In this class, it is not enough to create a notebook that contains code to compute correct results. You also need to ensure that your notebooks are well-structured documents that communicate your work and findings.

Standalone Documents#

As I discuss in 🎥 Organizing Notebooks, a notebook is first a document — a document that incorporates code and visuals to present data with written explanation.

This means that you need to provide text that walks your reader through the story of your data analysis: what you are doing, why, how, and what we learn. This does not mean you need to describe every little detail, but you need to provide the context for what the analyses mean and what we can learn from them.

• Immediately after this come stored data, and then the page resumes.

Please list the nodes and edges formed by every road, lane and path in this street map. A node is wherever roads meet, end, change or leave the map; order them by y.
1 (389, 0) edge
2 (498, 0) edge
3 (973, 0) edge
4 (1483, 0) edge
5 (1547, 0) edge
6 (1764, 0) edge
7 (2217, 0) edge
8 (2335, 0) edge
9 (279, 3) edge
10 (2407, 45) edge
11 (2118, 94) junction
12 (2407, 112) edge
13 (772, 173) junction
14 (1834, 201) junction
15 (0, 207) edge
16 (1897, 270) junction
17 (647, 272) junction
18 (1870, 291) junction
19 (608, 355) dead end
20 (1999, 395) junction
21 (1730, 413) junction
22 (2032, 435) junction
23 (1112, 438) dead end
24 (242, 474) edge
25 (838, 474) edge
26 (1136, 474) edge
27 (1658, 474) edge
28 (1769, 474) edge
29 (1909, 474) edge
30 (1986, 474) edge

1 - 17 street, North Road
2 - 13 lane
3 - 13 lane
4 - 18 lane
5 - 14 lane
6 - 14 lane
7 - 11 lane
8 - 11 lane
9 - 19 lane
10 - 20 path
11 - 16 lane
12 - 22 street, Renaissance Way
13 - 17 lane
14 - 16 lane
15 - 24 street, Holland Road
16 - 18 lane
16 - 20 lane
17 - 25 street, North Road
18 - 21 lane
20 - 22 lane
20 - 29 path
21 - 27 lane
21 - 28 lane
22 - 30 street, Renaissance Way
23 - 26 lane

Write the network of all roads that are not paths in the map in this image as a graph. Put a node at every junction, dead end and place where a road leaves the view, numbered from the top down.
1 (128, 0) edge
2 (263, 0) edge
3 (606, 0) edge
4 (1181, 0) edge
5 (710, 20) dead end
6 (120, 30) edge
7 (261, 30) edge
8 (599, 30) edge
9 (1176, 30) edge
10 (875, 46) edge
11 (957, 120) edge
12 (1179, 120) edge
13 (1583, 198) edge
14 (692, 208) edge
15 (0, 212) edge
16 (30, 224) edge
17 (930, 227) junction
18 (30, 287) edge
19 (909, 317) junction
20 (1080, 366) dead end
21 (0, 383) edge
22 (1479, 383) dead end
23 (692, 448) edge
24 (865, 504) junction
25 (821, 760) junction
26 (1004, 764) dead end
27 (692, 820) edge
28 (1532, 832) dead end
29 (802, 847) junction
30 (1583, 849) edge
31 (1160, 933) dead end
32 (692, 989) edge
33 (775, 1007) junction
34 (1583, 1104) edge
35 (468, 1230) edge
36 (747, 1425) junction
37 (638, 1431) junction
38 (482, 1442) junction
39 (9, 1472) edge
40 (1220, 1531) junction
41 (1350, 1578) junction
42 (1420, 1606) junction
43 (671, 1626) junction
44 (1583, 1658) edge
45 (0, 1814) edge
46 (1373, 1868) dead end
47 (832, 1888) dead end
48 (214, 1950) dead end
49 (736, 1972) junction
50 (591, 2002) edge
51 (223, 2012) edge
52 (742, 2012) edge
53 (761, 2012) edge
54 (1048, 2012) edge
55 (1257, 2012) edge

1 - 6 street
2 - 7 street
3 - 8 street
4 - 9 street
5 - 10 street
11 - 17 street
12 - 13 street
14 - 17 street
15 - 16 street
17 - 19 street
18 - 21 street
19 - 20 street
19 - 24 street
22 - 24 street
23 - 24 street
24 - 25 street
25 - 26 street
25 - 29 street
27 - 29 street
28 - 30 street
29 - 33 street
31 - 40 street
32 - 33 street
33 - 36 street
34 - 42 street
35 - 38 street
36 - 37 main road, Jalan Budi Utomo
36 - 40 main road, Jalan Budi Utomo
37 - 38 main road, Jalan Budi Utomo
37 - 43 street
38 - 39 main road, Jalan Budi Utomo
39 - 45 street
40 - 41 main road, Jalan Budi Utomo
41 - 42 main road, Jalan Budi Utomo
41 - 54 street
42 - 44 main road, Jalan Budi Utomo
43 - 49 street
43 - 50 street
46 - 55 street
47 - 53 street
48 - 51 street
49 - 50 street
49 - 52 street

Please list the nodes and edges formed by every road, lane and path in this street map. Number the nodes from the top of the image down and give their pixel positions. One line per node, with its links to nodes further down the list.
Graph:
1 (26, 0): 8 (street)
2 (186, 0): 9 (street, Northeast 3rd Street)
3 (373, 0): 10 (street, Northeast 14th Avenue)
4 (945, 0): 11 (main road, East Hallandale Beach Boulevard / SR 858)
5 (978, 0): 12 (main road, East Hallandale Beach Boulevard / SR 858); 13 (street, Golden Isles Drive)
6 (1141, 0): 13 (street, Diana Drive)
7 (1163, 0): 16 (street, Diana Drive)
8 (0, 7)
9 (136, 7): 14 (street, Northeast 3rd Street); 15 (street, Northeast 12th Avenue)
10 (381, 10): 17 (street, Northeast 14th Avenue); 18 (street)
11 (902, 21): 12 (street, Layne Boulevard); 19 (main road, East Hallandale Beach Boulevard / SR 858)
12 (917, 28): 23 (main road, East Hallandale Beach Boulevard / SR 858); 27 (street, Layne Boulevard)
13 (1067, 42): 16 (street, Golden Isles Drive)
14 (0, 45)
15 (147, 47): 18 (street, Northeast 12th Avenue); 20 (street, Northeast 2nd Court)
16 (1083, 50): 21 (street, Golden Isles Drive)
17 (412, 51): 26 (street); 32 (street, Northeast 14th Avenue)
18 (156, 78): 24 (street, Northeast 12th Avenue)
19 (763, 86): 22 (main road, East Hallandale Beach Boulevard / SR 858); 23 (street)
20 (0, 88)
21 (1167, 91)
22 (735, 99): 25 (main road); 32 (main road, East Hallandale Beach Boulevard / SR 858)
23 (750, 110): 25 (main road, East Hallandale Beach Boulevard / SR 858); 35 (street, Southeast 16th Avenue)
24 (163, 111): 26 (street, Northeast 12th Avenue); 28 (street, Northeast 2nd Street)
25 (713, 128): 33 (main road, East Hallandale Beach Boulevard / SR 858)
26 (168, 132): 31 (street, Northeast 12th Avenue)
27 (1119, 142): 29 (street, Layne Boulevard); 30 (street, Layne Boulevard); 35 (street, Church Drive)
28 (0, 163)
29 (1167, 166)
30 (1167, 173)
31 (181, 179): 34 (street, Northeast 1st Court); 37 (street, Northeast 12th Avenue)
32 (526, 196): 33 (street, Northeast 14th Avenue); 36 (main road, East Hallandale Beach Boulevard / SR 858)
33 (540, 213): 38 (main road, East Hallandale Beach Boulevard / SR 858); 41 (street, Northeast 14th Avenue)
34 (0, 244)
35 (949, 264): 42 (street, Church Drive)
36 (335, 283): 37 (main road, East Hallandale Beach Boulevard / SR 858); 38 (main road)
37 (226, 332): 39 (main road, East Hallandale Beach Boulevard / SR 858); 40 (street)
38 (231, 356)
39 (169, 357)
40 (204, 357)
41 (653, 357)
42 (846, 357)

Further, your assignment notebooks should be readable even without having read the original assignment description: they should stand alone. You can reuse a moderate amount of text from the assignment description (e.g. including the questions verbatim in block quotations is entirely acceptable), but you’re going to need to do more writing and structuring to present your results in a readable document.

The document also needs to include the Jupyter outputs — the reader should be able to read it without re-running the code, although the code is there so they can.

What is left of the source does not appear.